- Interactive map of Kumarankary
- Country: India
- State: Kerala
- District: Alappuzha

Population (2001)
- • Total: 51,960

Languages
- • Official: Malayalam
- Time zone: UTC+5:30 (IST)
- PIN: 686103
- Telephone code: 0477
- Coastline: 0 kilometres (0 mi)
- Climate: Tropical monsoon (Köppen)
- Avg. summer temperature: 35 °C (95 °F)
- Avg. winter temperature: 20 °C (68 °F)

= Kumarankary =

Kumarankary is a village in Kuttanad, Alappuzha district, Kerala, India. It borders Kottayam and Alappuzha districts.

== Administration ==
Kumarankary is spread over Kottayam and Alappuzha districts but it is considered to be a part of Alappuzha district.
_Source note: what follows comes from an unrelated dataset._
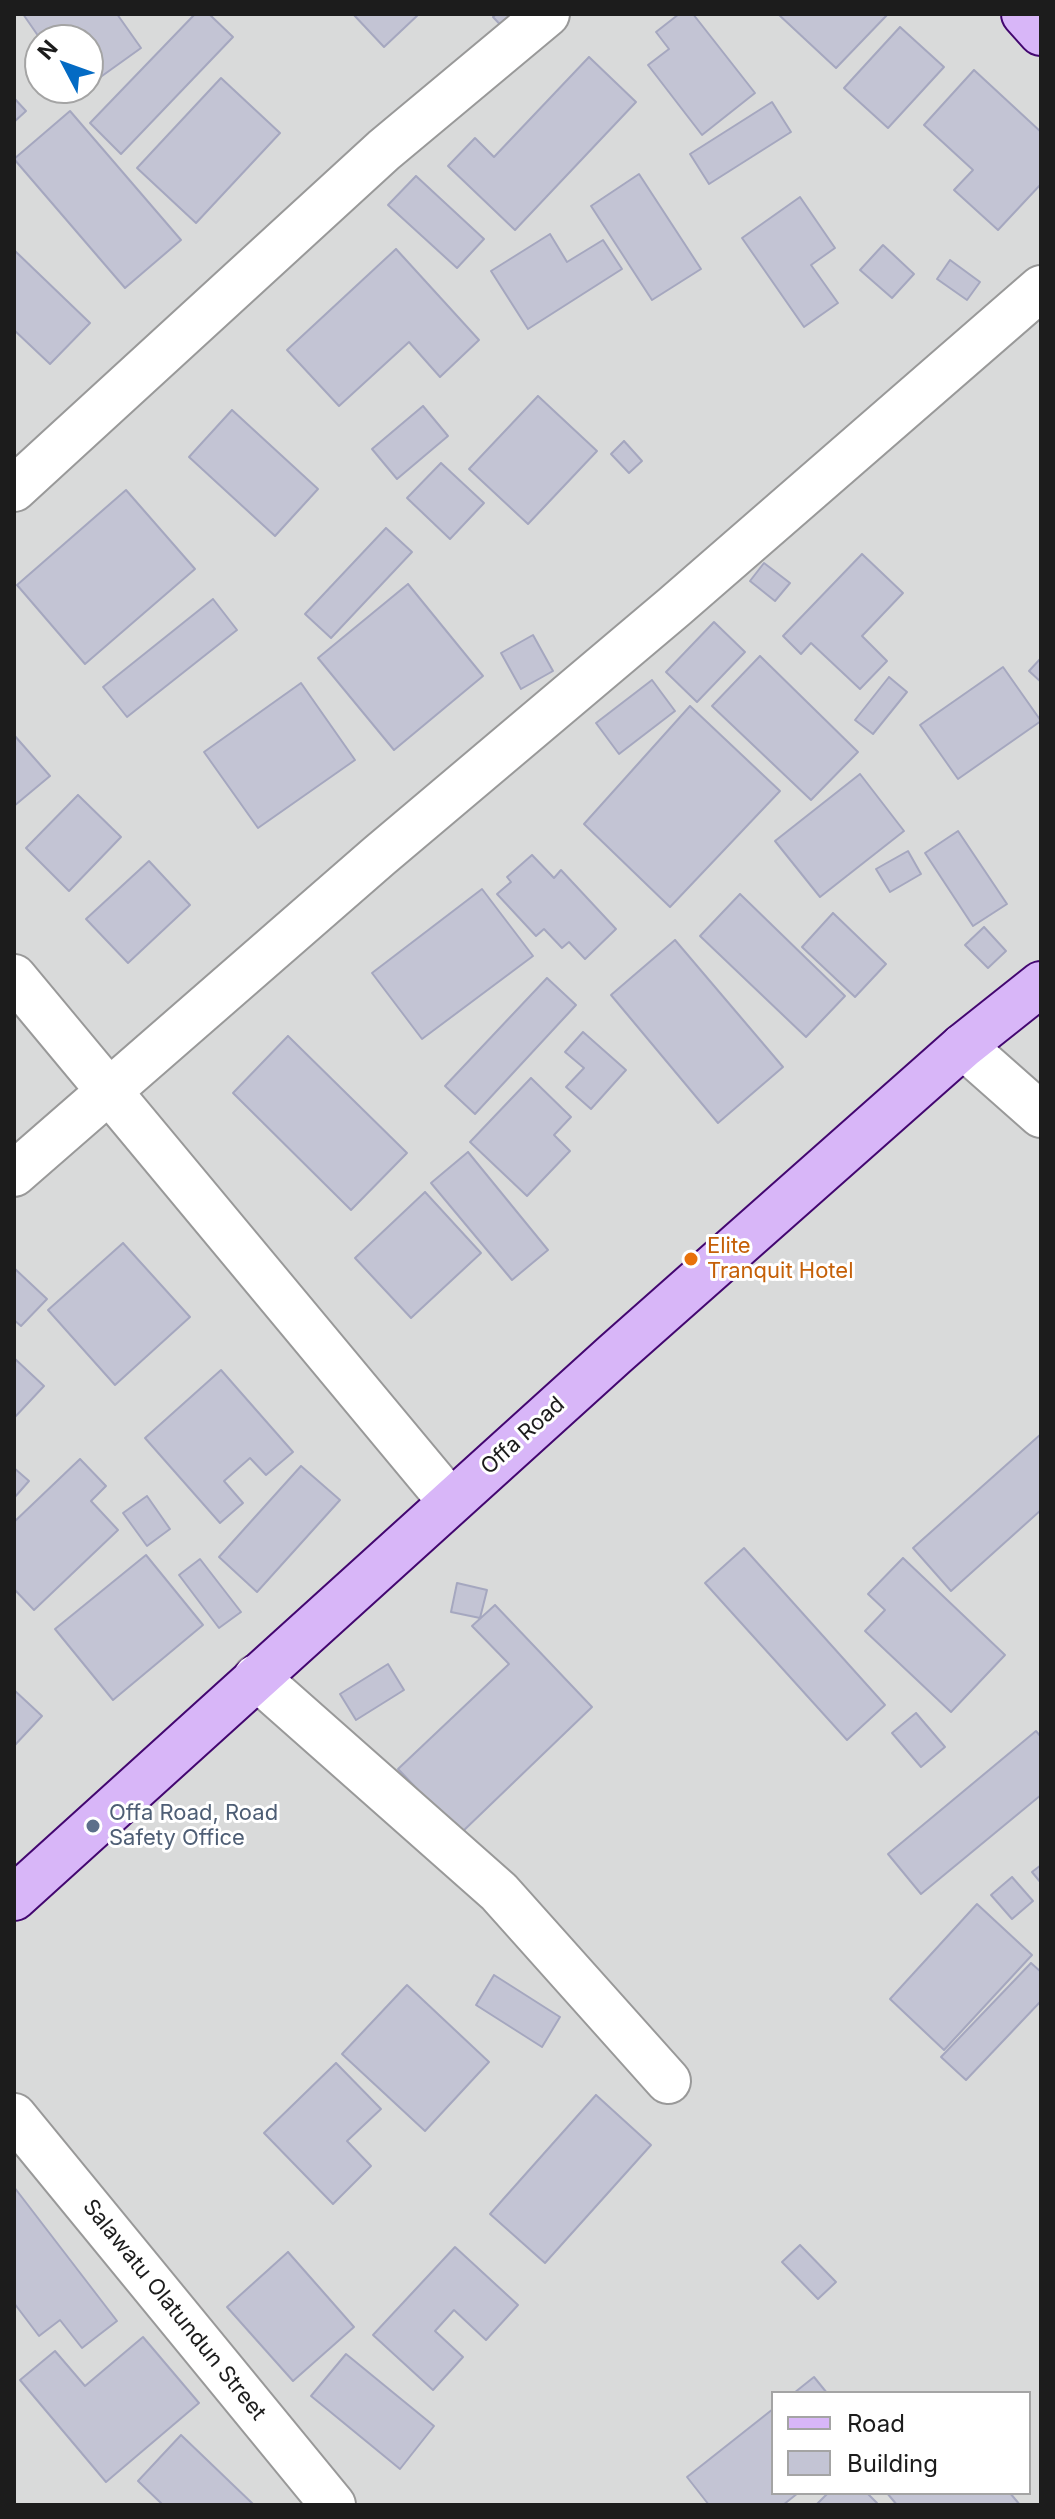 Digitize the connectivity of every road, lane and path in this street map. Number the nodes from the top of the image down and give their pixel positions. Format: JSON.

It is spread in 2 wards(WARD 3&4) of Veliyanadu Grama Panchayat in Veliyanad Block Panchayat(Alappuzha district) and ward number 21 of Vazhappally Grama Panchayat in Madappally Block Panchayat(Kottayam district).

== Location ==
Kumarankary village is located 5.5 km to the west of Changanacherry, a Historic town of Central Travancore and 4 km North of Alappuzha-Changanacherry road. a population of about 600.

== Points of interest ==
- Kumarankary Sri Dharma Sastha Temple
- St Mary Church

== Transportation ==
Until recently, the only transportation available to reach Kumarankary is the boat operated by water Transport Department from Changanacherry which disembarks at the Kumaramkary Ambalam (temple) Jetty. Present development of road networks from Changanacherry and Kottayam town made the travel to the village easier. Now there is regularly scheduled bus service from Changanassaery KSRTC depot to Kumarankary.